Dallas-based Psychedelic Games has closed a $3.5 million funding round to develop Golden Tides, a pirate-themed 4v4 multiplayer online battle arena that scraps the genre’s lane-based formula in favor of open-world exploration and ship-to-ship naval combat.

Psychedelic Games Co-founder and CEO Devin Richman [Courtesy photo]
The round, announced in late March, was led by Krafton, the South Korean publisher behind PUBG: BATTLEGROUNDS, and joined by esports organization FlyQuest and Arbitrum Gaming Ventures.
Golden Tides, as the company describes it, drops two four-player crews into a sprawling world of islands and open sea for 20-to-25-minute matches that play nothing like a traditional MOBA. There are no lanes to defend and no towers to push. Instead, crews chart their own course—hunting buried treasure, fighting bosses, ambushing rivals, and clashing in skillshot-driven ship combat. The game currently features more than 12 playable characters across tank, support, and damage roles.
“The MOBA genre created some of the most beloved competitive games of the past fifteen years, but the formula has grown stale,” Devin Richman, CEO of Psychedelic Games, said in the announcement. “Golden Tides asks what a MOBA looks like when you strip away the constraints and rebuild around freedom, exploration, and the chaos of naval combat.”
Richman and his brother Mason, the company’s COO, founded Psychedelic Games in 2021. The studio has grown to more than 50 developers working remotely around the world, with a presence in Los Angeles and corporate headquarters in Dallas, where the CEO is based. The team includes veterans of League of Legends, Fortnite, PUBG: BATTLEGROUNDS, Call of Duty: Warzone, Smite, and ARK: Survival Evolved, according to the company.

Some of the Psychedelic Games team [Courtesy photo]
Backers built for the long game
Psychedelic Games built its investor roster around strategic partners who each bring operational value, assembling three backers from different corners of the gaming ecosystem.

Psychedelic Games Co-founder and COO Mason Richman [Courtesy photo]
Headquartered in Seoul, Krafton is a well-known video game holding company that brings publishing expertise and a track record with genre-defining games.
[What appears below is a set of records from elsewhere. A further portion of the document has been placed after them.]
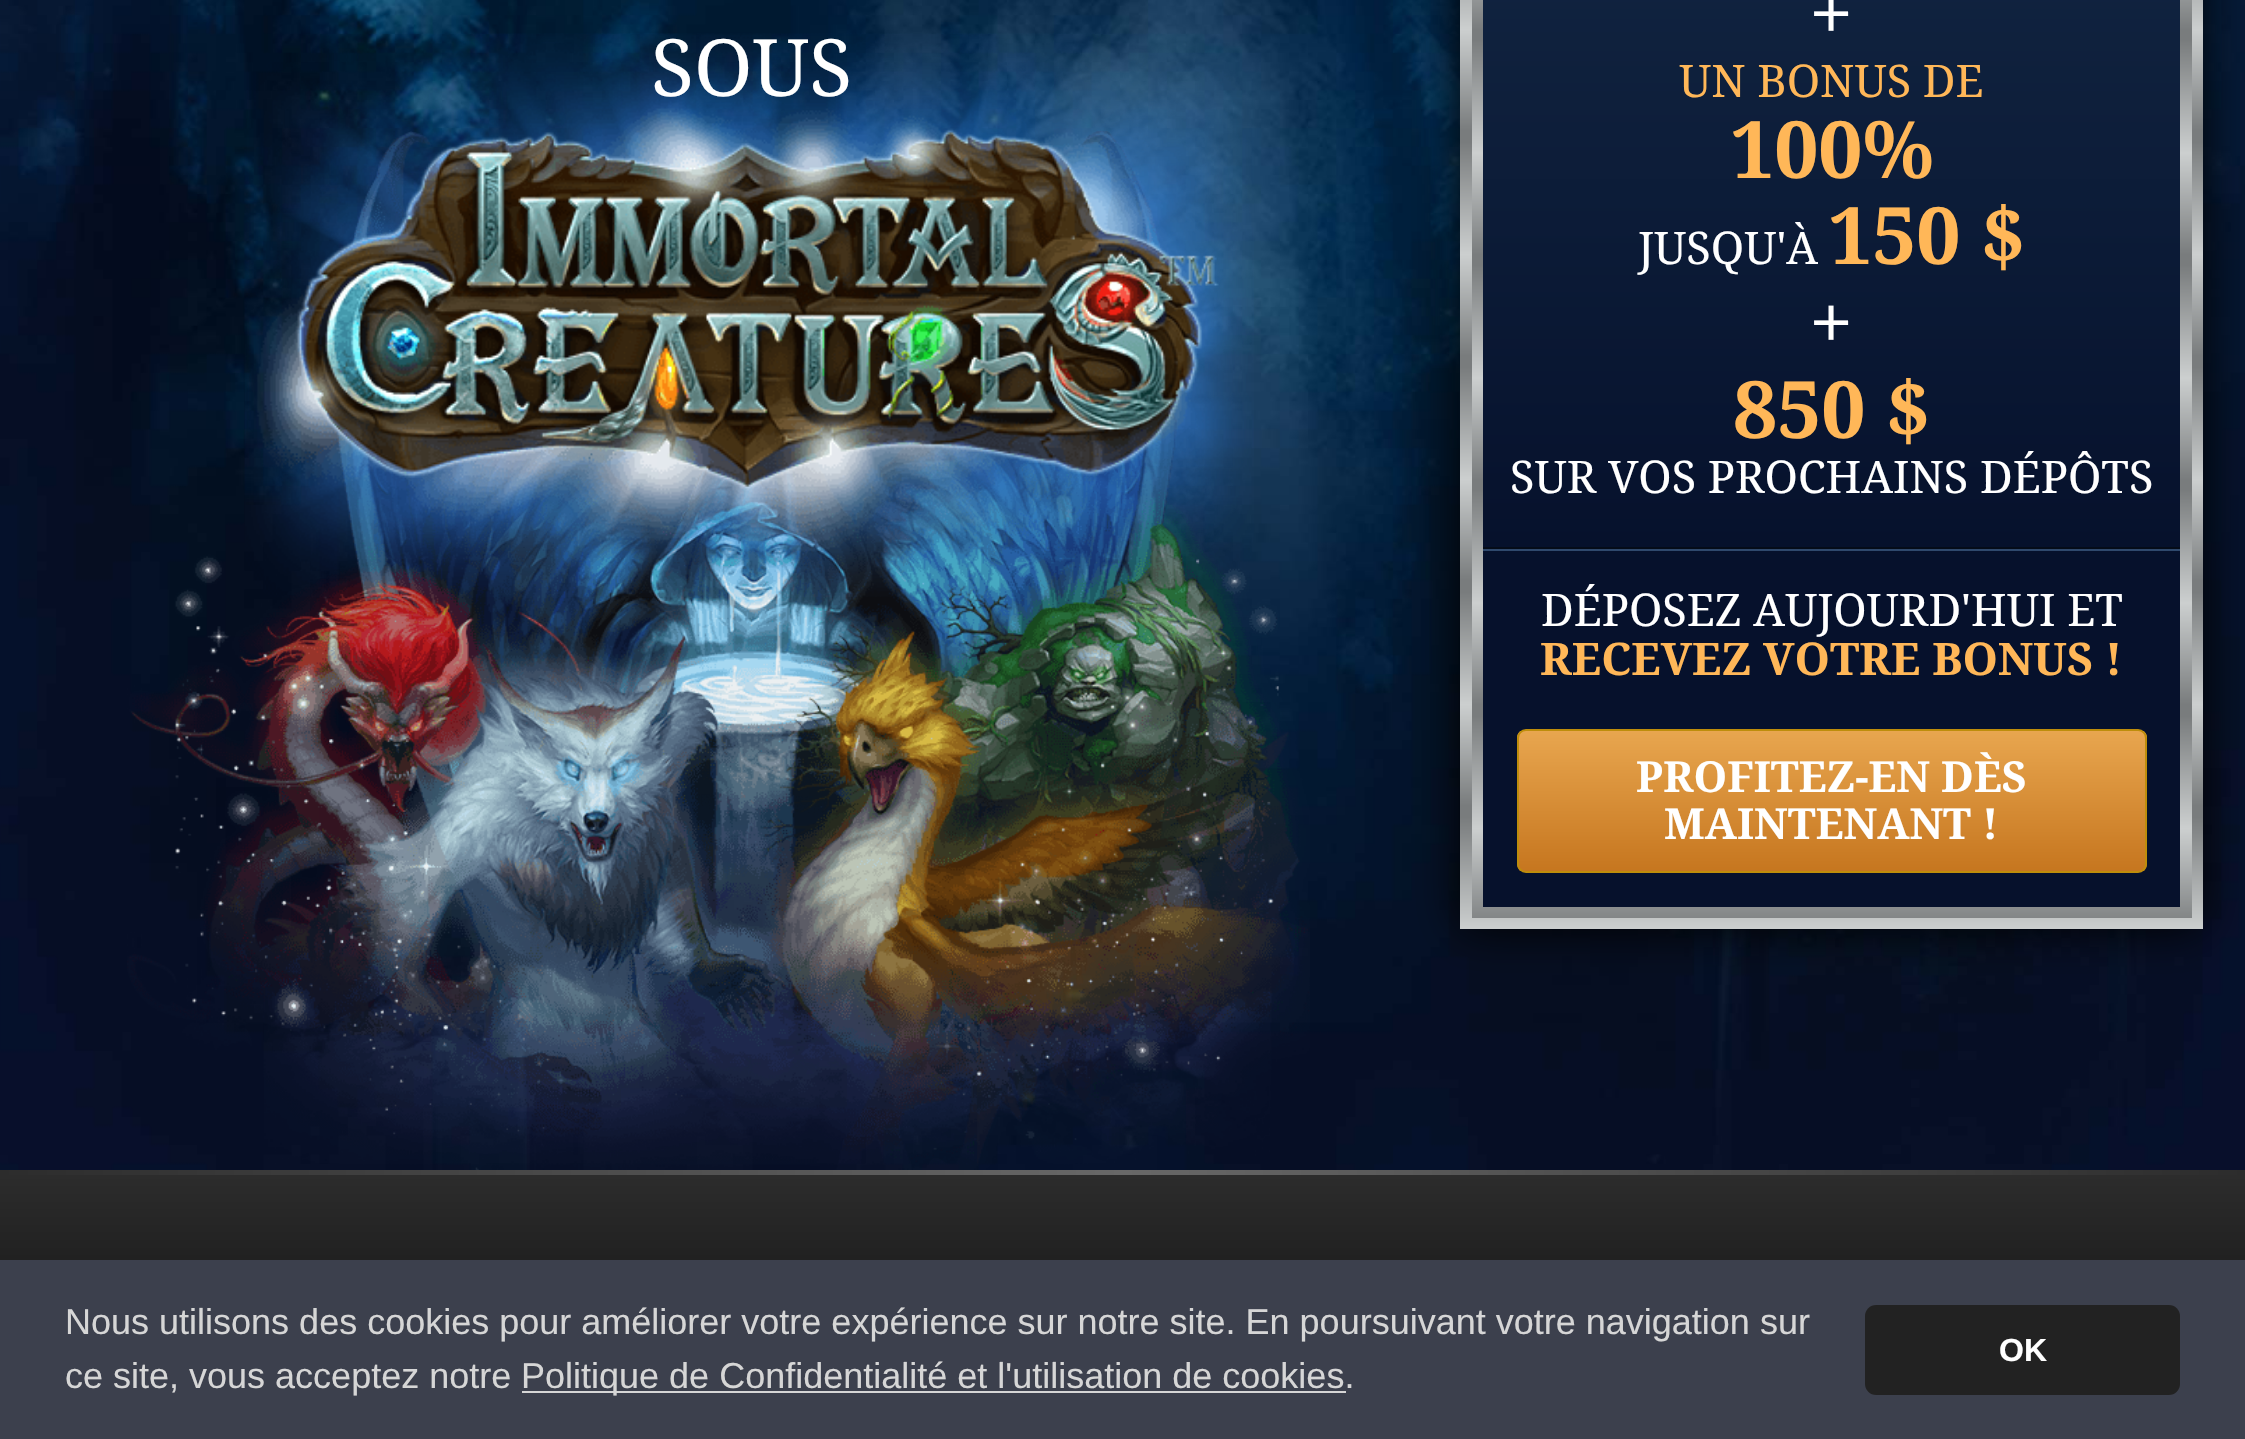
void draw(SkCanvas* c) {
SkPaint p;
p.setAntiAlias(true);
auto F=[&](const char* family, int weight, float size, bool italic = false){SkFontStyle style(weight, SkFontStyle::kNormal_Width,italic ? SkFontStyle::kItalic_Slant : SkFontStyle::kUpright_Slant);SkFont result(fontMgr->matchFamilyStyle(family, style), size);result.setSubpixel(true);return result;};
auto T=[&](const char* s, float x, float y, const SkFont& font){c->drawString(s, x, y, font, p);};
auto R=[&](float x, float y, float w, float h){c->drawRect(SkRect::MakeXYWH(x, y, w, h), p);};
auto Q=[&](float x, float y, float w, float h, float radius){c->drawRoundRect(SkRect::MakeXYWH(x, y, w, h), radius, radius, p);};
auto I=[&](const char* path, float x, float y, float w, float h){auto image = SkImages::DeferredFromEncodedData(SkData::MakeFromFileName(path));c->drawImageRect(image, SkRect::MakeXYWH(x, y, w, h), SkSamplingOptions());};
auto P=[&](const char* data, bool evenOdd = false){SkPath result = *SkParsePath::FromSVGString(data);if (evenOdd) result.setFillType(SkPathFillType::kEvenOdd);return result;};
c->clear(0xffffffff);
I("1.png",0,0,2245,1170);
I("3.png",127,131,1183,1039);
I("2.png",245,33,1009,564);
auto f1 = F("Noto Serif",400,79);
p.setColor(0xffffffff);
T("SOUS",651,96,f1);
p.setColor(0xff000000);
p.setMaskFilter(SkMaskFilter::MakeBlur(kNormal_SkBlurStyle, 22.5));
c->drawRect(SkRect::MakeXYWH(1460,-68,743,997),p);
p.setMaskFilter(nullptr);
{
const SkColor colors[] = {0xff797c7d,0xffcccfcf,0xff797c7d,0xff797c7d};
const float stops[] = {0,.5,.95,1};
const SkPoint ends[] = {{1832,-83}, {1832,142}};
p.setShader(SkGradientShader::MakeLinear(ends, colors, stops, 4, SkTileMode::kClamp));
p.setAlpha(255);
}
R(1460,0,743,142);
{
const SkColor colors[] = {0xff797c7d,0xffcccfcf,0xff797c7d,0xff797c7d};
const float stops[] = {0,.5,.95,1};
const SkPoint ends[] = {{1832,142}, {1832,367}};
p.setShader(SkGradientShader::MakeLinear(ends, colors, stops, 4, SkTileMode::kClamp));
p.setAlpha(255);
}
R(1460,142,743,225);
{
const SkColor colors[] = {0xff797c7d,0xffcccfcf,0xff797c7d,0xff797c7d};
const float stops[] = {0,.5,.95,1};
const SkPoint ends[] = {{1832,367}, {1832,592}};
p.setShader(SkGradientShader::MakeLinear(ends, colors, stops, 4, SkTileMode::kClamp));
p.setAlpha(255);
}
R(1460,367,743,225);
{
const SkColor colors[] = {0xff797c7d,0xffcccfcf,0xff797c7d,0xff797c7d};
const float stops[] = {0,.5,.95,1};
const SkPoint ends[] = {{1832,592}, {1832,817}};
p.setShader(SkGradientShader::MakeLinear(ends, colors, stops, 4, SkTileMode::kClamp));
p.setAlpha(255);
}
R(1460,592,743,225);
{
const SkColor colors[] = {0xff797c7d,0xffcccfcf,0xff797c7d,0xff797c7d};
const float stops[] = {0,.5,.95,1};
const SkPoint ends[] = {{1832,817}, {1832,1042}};
p.setShader(SkGradientShader::MakeLinear(ends, colors, stops, 4, SkTileMode::kClamp));
p.setAlpha(255);
}
R(1460,817,743,112);
{
const SkColor colors[] = {0xff797c7d,0xffcccfcf,0xff797c7d,0xff797c7d};
const float stops[] = {0,.5,.95,1};
const SkPoint ends[] = {{1832,-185}, {1832,41}};
p.setShader(SkGradientShader::MakeLinear(ends, colors, stops, 4, SkTileMode::kClamp));
p.setAlpha(255);
}
R(1472,0,720,41);
{
const SkColor colors[] = {0xff797c7d,0xffcccfcf,0xff797c7d,0xff797c7d};
const float stops[] = {0,.5,.95,1};
const SkPoint ends[] = {{1832,40}, {1832,266}};
p.setShader(SkGradientShader::MakeLinear(ends, colors, stops, 4, SkTileMode::kClamp));
p.setAlpha(255);
}
R(1472,41,720,225);
{
const SkColor colors[] = {0xff797c7d,0xffcccfcf,0xff797c7d,0xff797c7d};
const float stops[] = {0,.5,.95,1};
const SkPoint ends[] = {{1832,265}, {1832,491}};
p.setShader(SkGradientShader::MakeLinear(ends, colors, stops, 4, SkTileMode::kClamp));
p.setAlpha(255);
}
R(1472,266,720,225);
{
const SkColor colors[] = {0xff797c7d,0xffcccfcf,0xff797c7d,0xff797c7d};
const float stops[] = {0,.5,.95,1};
const SkPoint ends[] = {{1832,490}, {1832,716}};
p.setShader(SkGradientShader::MakeLinear(ends, colors, stops, 4, SkTileMode::kClamp));
p.setAlpha(255);
}
R(1472,491,720,225);
{
const SkColor colors[] = {0xff797c7d,0xffcccfcf,0xff797c7d,0xff797c7d};
const float stops[] = {0,.5,.95,1};
const SkPoint ends[] = {{1832,716}, {1832,941}};
p.setShader(SkGradientShader::MakeLinear(ends, colors, stops, 4, SkTileMode::kClamp));
p.setAlpha(255);
}
R(1472,716,720,202);
p.setShader(nullptr);
p.setColor(0xff06112c);
R(1483,551,697,356);
{
const SkColor colors[] = {0xff132845,0xff06112c};
const float stops[] = {0,1};
const SkPoint ends[] = {{1832,-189}, {1832,547}};
p.setShader(SkGradientShader::MakeLinear(ends, colors, stops, 2, SkTileMode::kClamp));
p.setAlpha(255);
}
R(1483,0,697,547);
p.setShader(nullptr);
p.setColor(0xff050c19);
R(1483,547,697,2);
p.setColor(0xffffffff);
T("+",1809,42,f1);
auto f2 = F("Noto Serif",400,45);
p.setColor(0xffffb758);
T("UN BONUS DE",1679,97,f2);
auto f3 = F("Noto Serif",700,79);
T("100%",1730,178,f3);
p.setColor(0xffffffff);
T("JUSQU'À",1638,264,f2);
p.setColor(0xffffb758);
T("150 $",1828,264,f3);
p.setColor(0xffffffff);
T("+",1809,351,f1);
p.setColor(0xffffb758);
T("850 $",1733,438,f3);
p.setColor(0xffffffff);
T("SUR VOS PROCHAINS DÉPÔTS",1510,493,f2);
p.setColor(0xff2f496d);
R(1483,549,697,2);
p.setColor(0xffffffff);
T("DÉPOSEZ AUJOURD'HUI ET",1541,626,f2);
auto f4 = F("Noto Serif",700,45);
p.setColor(0xffffb758);
T("RECEVEZ VOTRE BONUS !",1540,675,f4);
c->save();
c->clipPath(P("M1526 729h612c5 0 9 4 9 9v126c0 5-4 9-9 9h-612c-5 0-9-4-9-9v-126c0-5 4-9 9-9z"),true);
{
const SkColor colors[] = {0xffe8a64f,0xffc6761f};
const float stops[] = {0,1};
const SkPoint ends[] = {{1832,731}, {1832,871}};
p.setShader(SkGradientShader::MakeLinear(ends, colors, stops, 2, SkTileMode::kClamp));
p.setAlpha(255);
}
R(1517,731,630,140);
c->restore();
p.setStroke(true);
p.setStrokeWidth(2);
p.setShader(nullptr);
p.setColor(0xffbe8d0b);
c->drawRoundRect(SkRect::MakeXYWH(1518,730,628,142),8,8,p);
auto f5 = F("Noto Serif",700,42.75);
p.setStroke(false);
p.setColor(0xffffffff);
T("PROFITEZ-EN DÈS",1636,792,f5);
T("MAINTENANT !",1664,839,f5);
{
const SkColor colors[] = {0xff2c2c2c,0xff000000};
const float stops[] = {0,1};
const SkPoint ends[] = {{1123,1175}, {1123,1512}};
p.setShader(SkGradientShader::MakeLinear(ends, colors, stops, 2, SkTileMode::kClamp));
p.setAlpha(255);
}
R(0,1175,2245,85);
{
const SkColor colors[] = {0xff2c2c2c,0xff686868,0xff2c2c2c};
const float stops[] = {0,.5,1};
const SkPoint ends[] = {{0,1172}, {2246,1172}};
p.setShader(SkGradientShader::MakeLinear(ends, colors, stops, 3, SkTileMode::kClamp));
p.setAlpha(255);
}
R(0,1170,2245,5);
p.setShader(nullptr);
p.setColor(0xff3c404d);
R(0,1260,2245,179);
auto f6 = F("Liberation Sans",400,36);
p.setColor(0xffd6d6d6);
T("Nous utilisons des cookies pour améliorer votre expérience sur notre site. En poursuivant votre navigation sur",65,1334,f6);
T("ce site, vous acceptez notre",65,1388,f6);
R(522,1391,824,2);
T("Politique de Confidentialité et l'utilisation de cookies.",521,1388,f6);
p.setColor(0xff222222);
Q(1865,1305,315,90,11);
auto f7 = F("Liberation Sans",700,32);
p.setColor(0xffffffff);
T("OK",1999,1361,f7);
}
PUBG: BATTLEGROUNDS, for example, has reached more than 500 million players worldwide, according to the company.
Los Angeles-based FlyQuest, known for fielding competitive teams across League of Legends and VALORANT, is making its first direct investment in a game studio in a move its CEO framed as a new model for the esports industry.
“We believe the future of esports will be built through teams and developers working together early—starting in development, continuing through launch, and growing alongside the game as it matures,” said Brian Anderson, CEO of FlyQuest, calling the investment a “first-of-its-kind” partnership he hopes “sets a new standard for how esports organizations and game studios collaborate.”
San Francisco-based Arbitrum Gaming Ventures rounds out the trio as a fund focused on backing studios willing to challenge established conventions. Partner Dan Peng said the fund is “proud to champion founders who are driving new advances in gameplay, technology, and the spirit of fun.”
Against an industry backdrop that includes waves of layoffs and funding pullbacks in recent years, the raise is a notable milestone for the young gaming studio.
“Game development is tough, and getting to this point took late nights, hard decisions, and a passionate team that refuses to quit,” Dalex Smith, art director at Psychedelic Games, wrote on LinkedIn, adding that “the game industry has been going through a difficult stretch, with talented people facing layoffs and uncertainty.” Smith called the milestone a reminder that “great teams are still building” and “new ideas are still being funded.”